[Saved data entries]
***

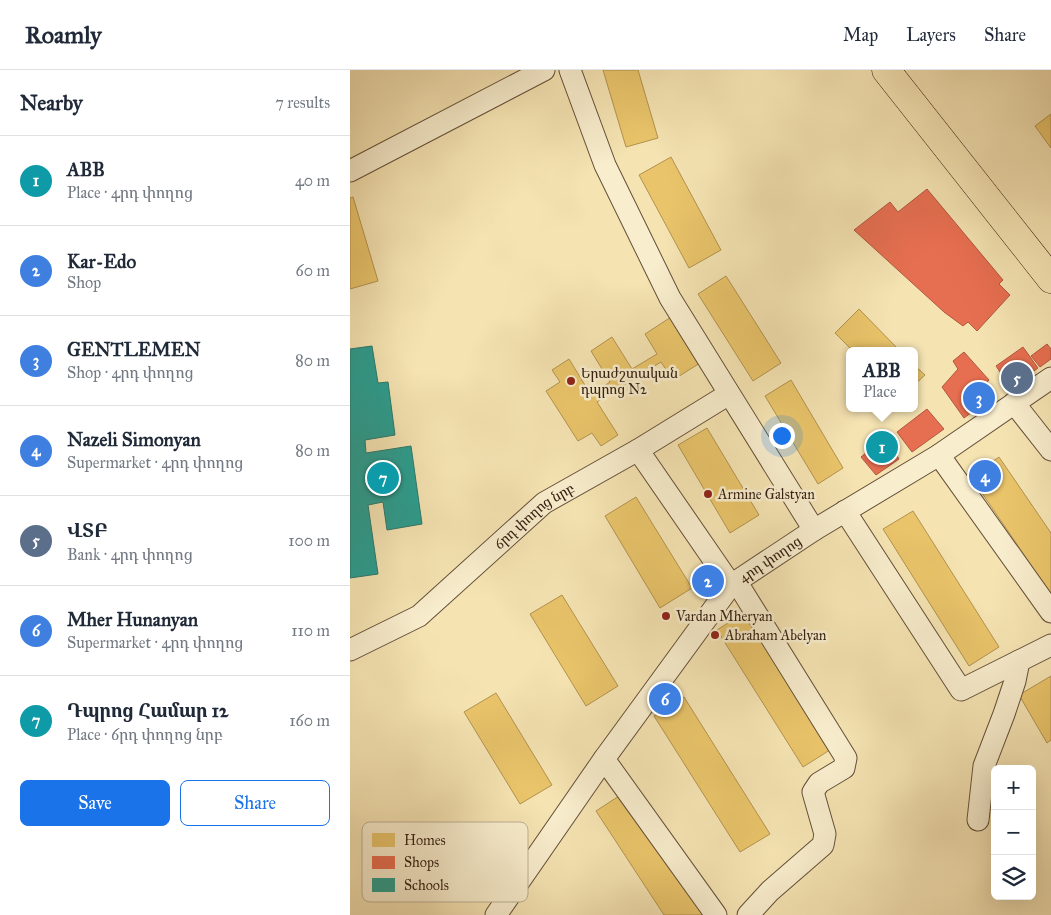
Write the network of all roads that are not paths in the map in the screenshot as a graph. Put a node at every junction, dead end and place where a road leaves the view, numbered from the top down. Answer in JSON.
{"nodes":[{"id":1,"x":544,"y":70,"type":"edge"},
{"id":2,"x":570,"y":70,"type":"edge"},
{"id":3,"x":886,"y":70,"type":"edge"},
{"id":4,"x":350,"y":171,"type":"edge"},
{"id":5,"x":1051,"y":279,"type":"edge"},
{"id":6,"x":1051,"y":378,"type":"edge"},
{"id":7,"x":729,"y":394,"type":"junction"},
{"id":8,"x":1014,"y":403,"type":"junction"},
{"id":9,"x":638,"y":450,"type":"junction"},
{"id":10,"x":1051,"y":450,"type":"edge"},
{"id":11,"x":940,"y":455,"type":"junction"},
{"id":12,"x":845,"y":511,"type":"junction"},
{"id":13,"x":814,"y":530,"type":"junction"},
{"id":14,"x":733,"y":583,"type":"junction"},
{"id":15,"x":1051,"y":612,"type":"edge"},
{"id":16,"x":1051,"y":645,"type":"edge"},
{"id":17,"x":350,"y":650,"type":"edge"},
{"id":18,"x":1019,"y":661,"type":"junction"},
{"id":19,"x":604,"y":759,"type":"junction"},
{"id":20,"x":978,"y":820,"type":"dead end"},
{"id":21,"x":528,"y":869,"type":"edge"},
{"id":22,"x":505,"y":902,"type":"edge"},
{"id":23,"x":496,"y":915,"type":"edge"},
{"id":24,"x":716,"y":915,"type":"edge"},
{"id":25,"x":748,"y":915,"type":"edge"}],
"edges":[{"from":1,"to":4,"type":"street"},
{"from":2,"to":7,"type":"street"},
{"from":3,"to":5,"type":"main road"},
{"from":6,"to":8,"type":"street","name":"4րդ փողոց"},
{"from":7,"to":9,"type":"street","name":"6րդ փողոց նրբ"},
{"from":7,"to":13,"type":"street"},
{"from":8,"to":10,"type":"street"},
{"from":8,"to":11,"type":"street","name":"4րդ փողոց"},
{"from":9,"to":14,"type":"street"},
{"from":9,"to":17,"type":"street","name":"6րդ փողոց նրբ"},
{"from":11,"to":12,"type":"street","name":"4րդ փողոց"},
{"from":11,"to":15,"type":"street"},
{"from":12,"to":13,"type":"street","name":"4րդ փողոց"},
{"from":12,"to":18,"type":"street"},
{"from":13,"to":14,"type":"street","name":"4րդ փողոց"},
{"from":14,"to":19,"type":"street","name":"4րդ փողոց"},
{"from":14,"to":25,"type":"street"},
{"from":16,"to":18,"type":"street"},
{"from":18,"to":20,"type":"street"},
{"from":19,"to":21,"type":"street","name":"4րդ փողոց"},
{"from":19,"to":24,"type":"street"},
{"from":22,"to":23,"type":"street","name":"4րդ փողոց"}]}
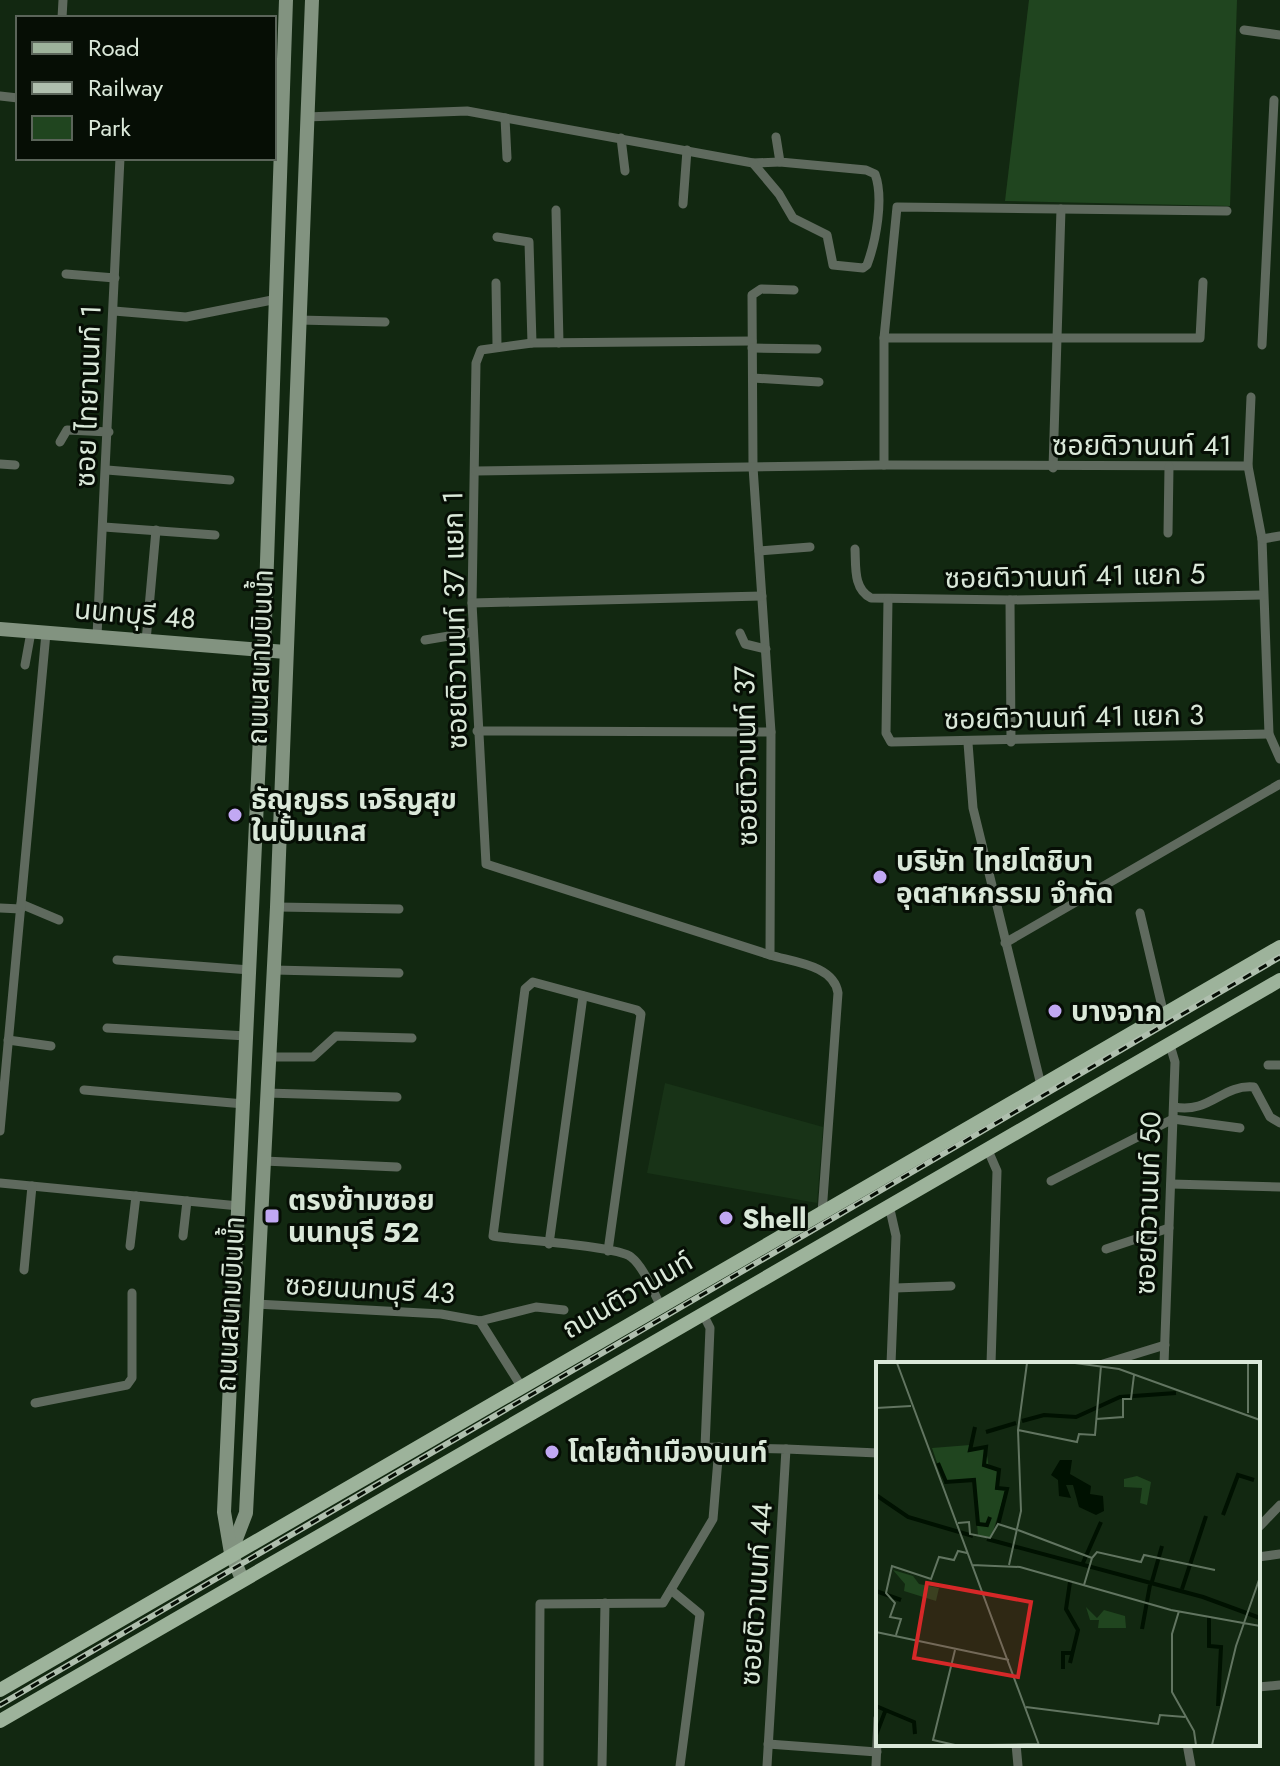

***

**DIRECTIONS**
Give the entries above again word for word, without the pictures.

**RESULT OF THE TASK**
Write the network of all roads that are not paths in the map in the screenshot as a graph. Put a node at every junction, dead end and place where a road leaves the view, numbered from the top down. Answer in JSON.
{"nodes":[{"id":1,"x":544,"y":70,"type":"edge"},
{"id":2,"x":570,"y":70,"type":"edge"},
{"id":3,"x":886,"y":70,"type":"edge"},
{"id":4,"x":350,"y":171,"type":"edge"},
{"id":5,"x":1051,"y":279,"type":"edge"},
{"id":6,"x":1051,"y":378,"type":"edge"},
{"id":7,"x":729,"y":394,"type":"junction"},
{"id":8,"x":1014,"y":403,"type":"junction"},
{"id":9,"x":638,"y":450,"type":"junction"},
{"id":10,"x":1051,"y":450,"type":"edge"},
{"id":11,"x":940,"y":455,"type":"junction"},
{"id":12,"x":845,"y":511,"type":"junction"},
{"id":13,"x":814,"y":530,"type":"junction"},
{"id":14,"x":733,"y":583,"type":"junction"},
{"id":15,"x":1051,"y":612,"type":"edge"},
{"id":16,"x":1051,"y":645,"type":"edge"},
{"id":17,"x":350,"y":650,"type":"edge"},
{"id":18,"x":1019,"y":661,"type":"junction"},
{"id":19,"x":604,"y":759,"type":"junction"},
{"id":20,"x":978,"y":820,"type":"dead end"},
{"id":21,"x":528,"y":869,"type":"edge"},
{"id":22,"x":505,"y":902,"type":"edge"},
{"id":23,"x":496,"y":915,"type":"edge"},
{"id":24,"x":716,"y":915,"type":"edge"},
{"id":25,"x":748,"y":915,"type":"edge"}],
"edges":[{"from":1,"to":4,"type":"street"},
{"from":2,"to":7,"type":"street"},
{"from":3,"to":5,"type":"main road"},
{"from":6,"to":8,"type":"street","name":"4րդ փողոց"},
{"from":7,"to":9,"type":"street","name":"6րդ փողոց նրբ"},
{"from":7,"to":13,"type":"street"},
{"from":8,"to":10,"type":"street"},
{"from":8,"to":11,"type":"street","name":"4րդ փողոց"},
{"from":9,"to":14,"type":"street"},
{"from":9,"to":17,"type":"street","name":"6րդ փողոց նրբ"},
{"from":11,"to":12,"type":"street","name":"4րդ փողոց"},
{"from":11,"to":15,"type":"street"},
{"from":12,"to":13,"type":"street","name":"4րդ փողոց"},
{"from":12,"to":18,"type":"street"},
{"from":13,"to":14,"type":"street","name":"4րդ փողոց"},
{"from":14,"to":19,"type":"street","name":"4րդ փողոց"},
{"from":14,"to":25,"type":"street"},
{"from":16,"to":18,"type":"street"},
{"from":18,"to":20,"type":"street"},
{"from":19,"to":21,"type":"street","name":"4րդ փողոց"},
{"from":19,"to":24,"type":"street"},
{"from":22,"to":23,"type":"street","name":"4րդ փողոց"}]}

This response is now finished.